Tuesday 16 November 2010

count_if (expression)

Someone just posted a problem on a PostgreSQL mailing list. They had several boolean columns, but they wanted to get how many values were true for each column, but in 1 query. There are several ways to do this, but none of which are particularly elegant.

Say we have the following table definition:

CREATE TABLE subscribers
(
    subscriber text PRIMARY KEY,
    news boolean DEFAULT false,
    sport boolean DEFAULT false,
    promotions boolean DEFAULT false,
    horrible_spam boolean DEFAULT false
);

INSERT INTO subscribers (subscriber, news, sport, promotions, horrible_spam)
VALUES
('person_a', true, false, false, false),
('person_b', true, true, true, false),
('person_c', true, false, true, true),
('person_d', false, false, false, false),
('person_e', true, true, false, false),
('person_f', true, false, true, true),
('person_g', true, false, false, false);

Now we want to get a count of how many of each subscription category has someone subscribing to it. We can use a case statement for each column:

SELECT sum(CASE news WHEN true THEN 1 END) AS "news count",
       sum(CASE sport WHEN true THEN 1 END) as "sport count",
       sum(CASE promotions WHEN true THEN 1 END) as "promotions count",
       sum(CASE horrible_spam WHEN true THEN 1 END) as "horrible_spam count"
FROM subscribers;

Which produces:

 news count | sport count | promotions count | horrible_spam count 
------------+-------------+------------------+---------------------
          6 |           2 |                3 |                   2
(1 row)

This looks almost unreadable and is very cumbersome. There's another way however, although it's no better. We use 4 subqueries:

SELECT (SELECT count(news) FROM subscribers WHERE news = true) AS "news count",
       (SELECT count(sport) FROM subscribers WHERE sport = true) AS "sport count",
       (SELECT count(promotions) FROM subscribers WHERE promotions = true) AS "promotions count",
       (SELECT count(horrible_spam) FROM subscribers WHERE horrible_spam = true) AS "horrible_spam count";

 news count | sport count | promotions count | horrible_spam count 
------------+-------------+------------------+---------------------
          6 |           2 |                3 |                   2
(1 row)

Arghhh.. my eyes!
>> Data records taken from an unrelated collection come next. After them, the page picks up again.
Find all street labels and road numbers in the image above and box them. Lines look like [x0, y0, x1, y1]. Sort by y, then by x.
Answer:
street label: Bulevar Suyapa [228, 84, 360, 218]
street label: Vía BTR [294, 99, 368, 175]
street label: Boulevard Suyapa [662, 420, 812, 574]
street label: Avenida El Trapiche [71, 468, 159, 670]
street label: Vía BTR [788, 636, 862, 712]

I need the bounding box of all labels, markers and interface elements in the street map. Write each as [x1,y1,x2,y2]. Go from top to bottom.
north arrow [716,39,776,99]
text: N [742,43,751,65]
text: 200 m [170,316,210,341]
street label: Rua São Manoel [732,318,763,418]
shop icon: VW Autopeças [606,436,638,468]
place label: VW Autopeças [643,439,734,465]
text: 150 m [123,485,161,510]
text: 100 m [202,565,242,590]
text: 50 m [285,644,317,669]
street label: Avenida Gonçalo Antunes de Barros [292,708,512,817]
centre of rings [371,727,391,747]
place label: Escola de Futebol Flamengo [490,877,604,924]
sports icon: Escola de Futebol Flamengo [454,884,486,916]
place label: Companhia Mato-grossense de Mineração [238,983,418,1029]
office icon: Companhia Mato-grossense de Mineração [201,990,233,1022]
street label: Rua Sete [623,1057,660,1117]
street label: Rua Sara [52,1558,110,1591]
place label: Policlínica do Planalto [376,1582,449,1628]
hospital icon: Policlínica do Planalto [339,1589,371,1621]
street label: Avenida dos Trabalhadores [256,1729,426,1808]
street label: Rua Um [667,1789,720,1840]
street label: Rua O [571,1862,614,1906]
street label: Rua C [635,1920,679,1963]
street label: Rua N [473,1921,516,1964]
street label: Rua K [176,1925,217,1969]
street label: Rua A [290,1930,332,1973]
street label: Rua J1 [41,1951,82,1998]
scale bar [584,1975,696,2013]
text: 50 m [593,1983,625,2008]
Okay, we can try casting booleans to integers:

SELECT count(news::int) AS "news count",
       count(sport::int) AS "sport count",
       count(promotions::int) AS "promotions count",
       count(horrible_spam::int) AS "horrible_spam count"
FROM subscribers;

 news count | sport count | promotions count | horrible_spam count 
------------+-------------+------------------+---------------------
          7 |           7 |                7 |                   7
(1 row)

Hmmm.. obviously not.

Surely there's a better way? Well no, there isn't... unless we create an aggregate function which will count based on an expression.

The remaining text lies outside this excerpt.